If you did that, what kind of person do you think it would make you?
Would you be happy with yourself?

theothers
Oct 4, 2009, 07:21 PM
I mean all I am trying to do is to add something good to her life. We have things in common, and today I found out (read) that one of her favorite things to do is something am very passionate about. :(

DerelictHerds
Oct 4, 2009, 07:22 PM
I mean all i am trying to do is to add something good to her life. we have things in common, and today i found out (read) that one of her favorite things to do is something am very passionate about. :(

I'm sure she's not the only one out there you can relate to in that way. AND IS AVAILABLE AS WELL.

Cat1864
Oct 4, 2009, 07:29 PM
I mean all i am trying to do is to add something good to her life. we have things in common, and today i found out (read) that one of her favorite things to do is something am very passionate about. :(

The concern here is that if she is unhappy in her marriage, it might be tempting to her to take advantage of your attraction. Another concern is that your attraction might continue to grow into something stronger and overwhelm your good intentions.

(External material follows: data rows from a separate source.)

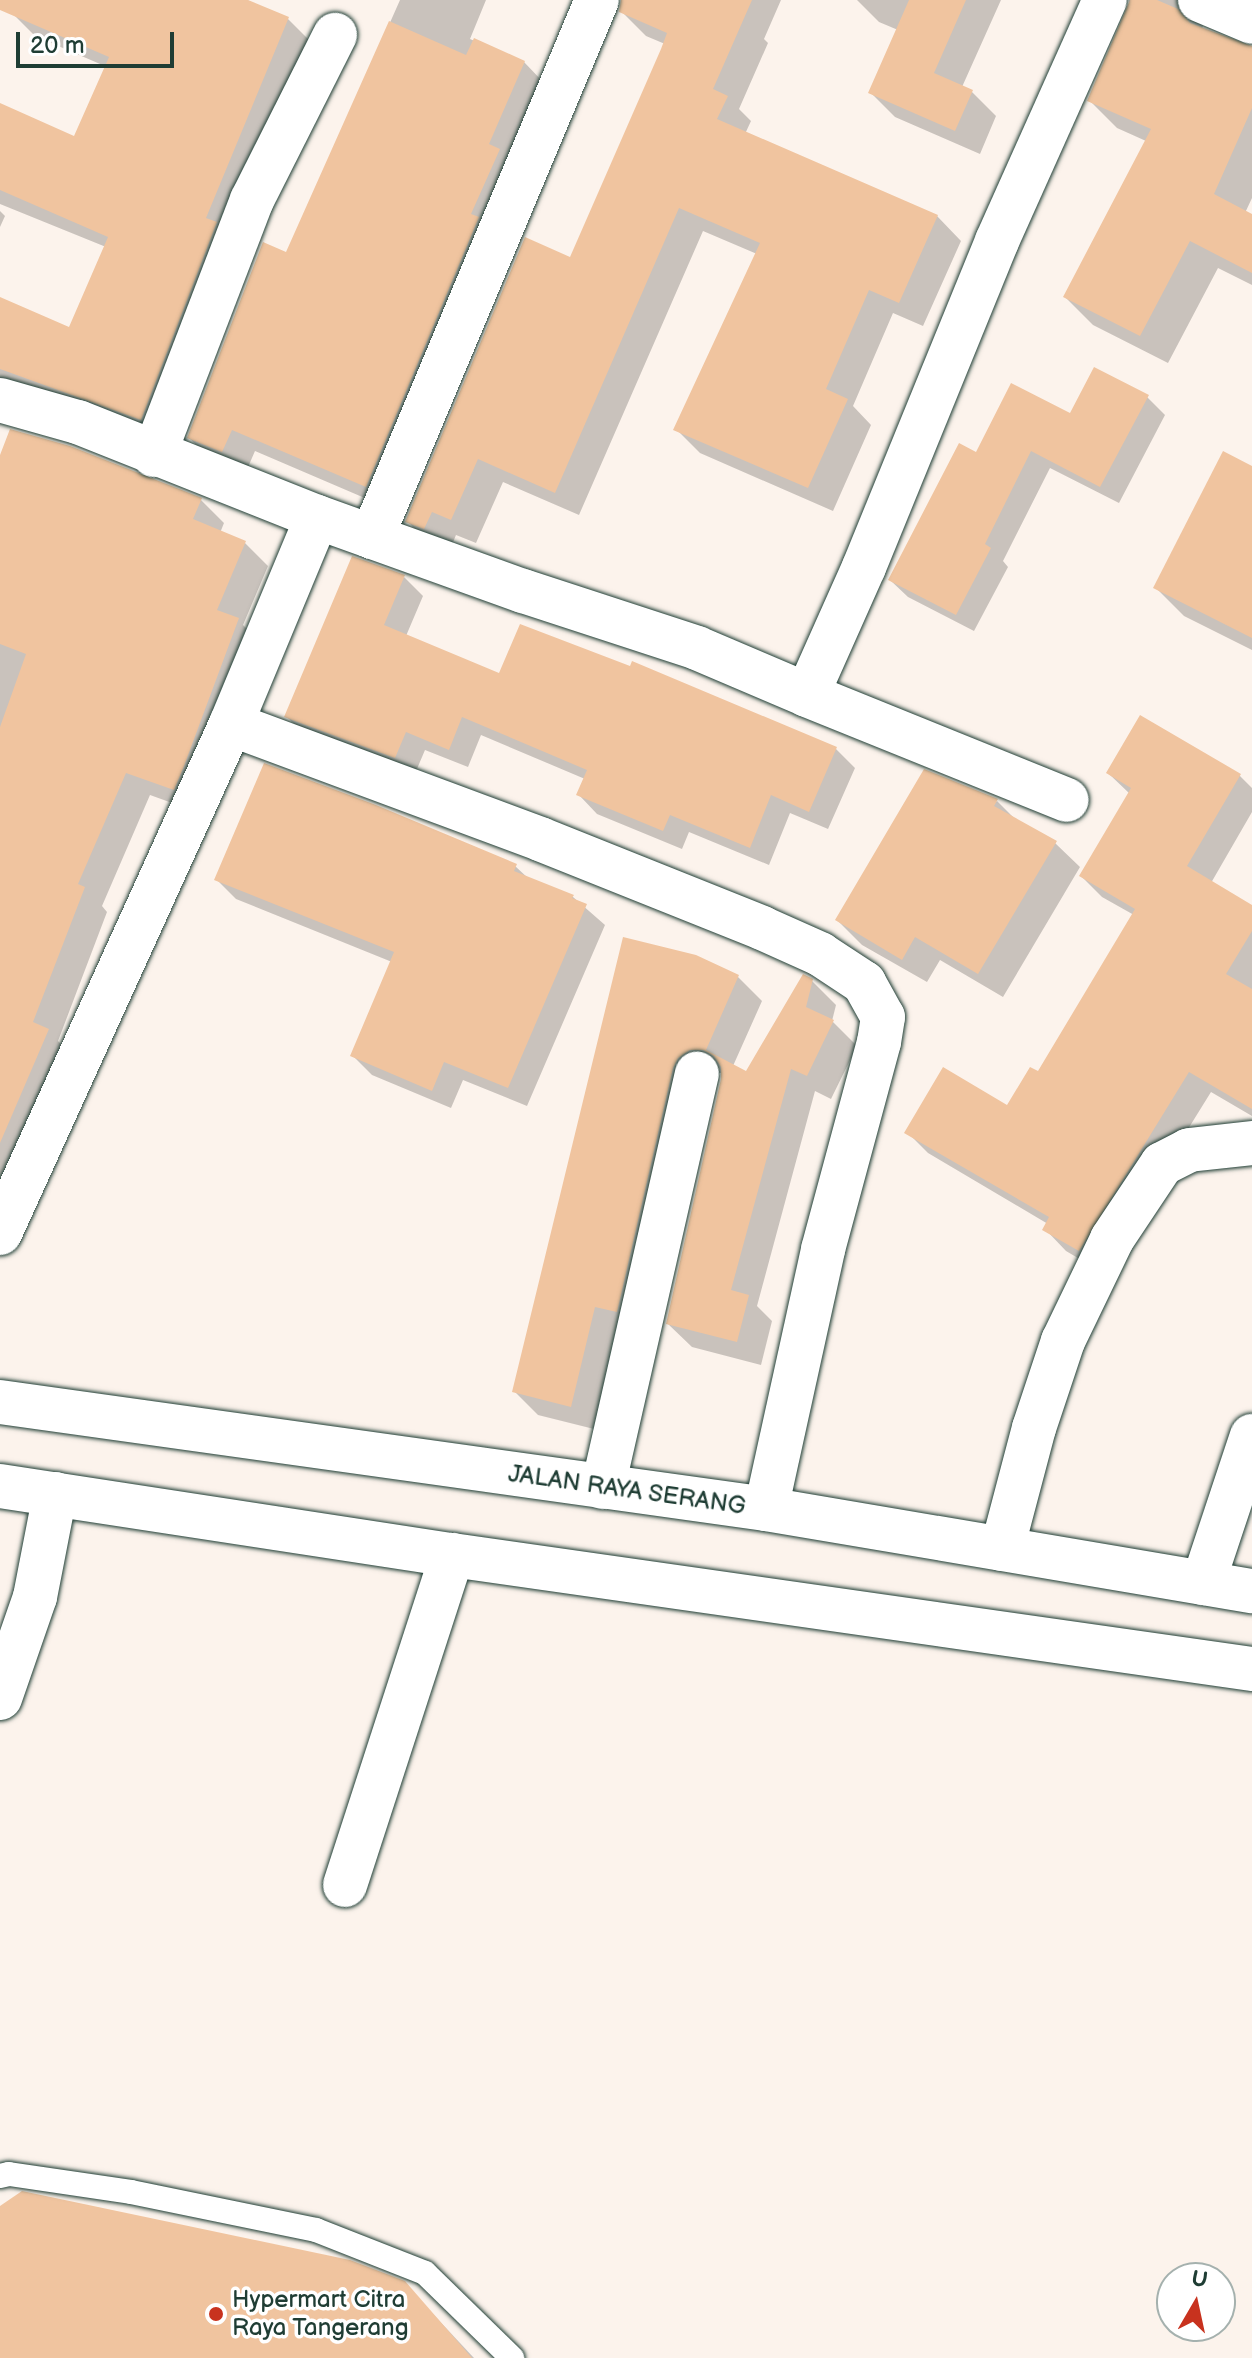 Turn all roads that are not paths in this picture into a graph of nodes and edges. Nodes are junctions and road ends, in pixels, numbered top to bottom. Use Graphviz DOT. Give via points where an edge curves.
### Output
graph roads {
  1 [pos="597,0"];
  2 [pos="1105,0"];
  3 [pos="1200,0"];
  4 [pos="1252,22"];
  5 [pos="335,35"];
  6 [pos="0,400"];
  7 [pos="154,455"];
  8 [pos="317,517"];
  9 [pos="372,537"];
  10 [pos="807,695"];
  11 [pos="231,724"];
  12 [pos="1067,800"];
  13 [pos="697,1074"];
  14 [pos="1252,1143"];
  15 [pos="0,1233"];
  16 [pos="0,1402"];
  17 [pos="1252,1436"];
  18 [pos="0,1486"];
  19 [pos="603,1487"];
  20 [pos="55,1494"];
  21 [pos="766,1509"];
  22 [pos="1002,1549"];
  23 [pos="452,1555"];
  24 [pos="1203,1583"];
  25 [pos="1252,1591"];
  26 [pos="1252,1669"];
  27 [pos="0,1698"];
  28 [pos="345,1885"];
  29 [pos="0,2176"];
  30 [pos="512,2358"];
  1 -- 9 [label="main road"];
  2 -- 10 [label="main road" via="997,241"];
  3 -- 4 [label="main road"];
  5 -- 7 [label="main road" via="252,200"];
  6 -- 7 [label="main road" via="78,422"];
  7 -- 8 [label="main road"];
  8 -- 9 [label="main road"];
  8 -- 11 [label="main road"];
  9 -- 10 [label="main road" via="697,648"];
  10 -- 12 [label="main road"];
  11 -- 15 [label="main road"];
  11 -- 21 [label="main road" via="762,928 820,954 864,983 883,1017 879,1042 823,1250"];
  13 -- 19 [label="main road"];
  14 -- 22 [label="main road" via="1189,1150 1162,1164 1112,1239 1063,1341"];
  16 -- 19 [label="main road, JALAN RAYA SERANG"];
  17 -- 24 [label="main road"];
  18 -- 20 [label="main road"];
  19 -- 21 [label="main road, JALAN RAYA SERANG"];
  20 -- 23 [label="main road"];
  20 -- 27 [label="main road" via="35,1597"];
  21 -- 22 [label="main road, JALAN RAYA SERANG"];
  22 -- 24 [label="main road, JALAN RAYA SERANG"];
  23 -- 26 [label="main road"];
  23 -- 28 [label="main road"];
  24 -- 25 [label="main road, JALAN RAYA SERANG"];
  29 -- 30 [label="lane" via="131,2192 316,2230 425,2273"];
}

It is something that you shouldn't take a chance on.

ohsohappy
Oct 4, 2009, 07:39 PM
Leave this poor woman alone, really. She's already having complications in her marriage, don't add to them because you think you're doing her a favor. Trust me, you won't be. You'll be contributing more by leaving her alone than you ever could trying to "help" her.
Back off.

theothers
Oct 4, 2009, 07:39 PM
Feeling come naturally and they don't come around everyday, at least not this strong or not this fast.

ohsohappy
Oct 4, 2009, 07:41 PM
Don't rationalize it.

Cat1864
Oct 4, 2009, 08:03 PM
Feeling come naturally and they dont come around everyday, at least not this strong or not this fast.

And she made a commitment based on those feelings long before you came into her life.

She is married. She is off-limits. That is what matters not your hormones and fantasies.

friend4u178
Oct 4, 2009, 08:26 PM
Feeling come naturally and they dont come around everyday, at least not this strong or not this fast.

That's true and you can't help how you feel , BUT you can control the actions you choose with those feelings and the right thing to do is leave her alone because she is married to someone else and until/if that changes you have no right to interfere in someone else's business.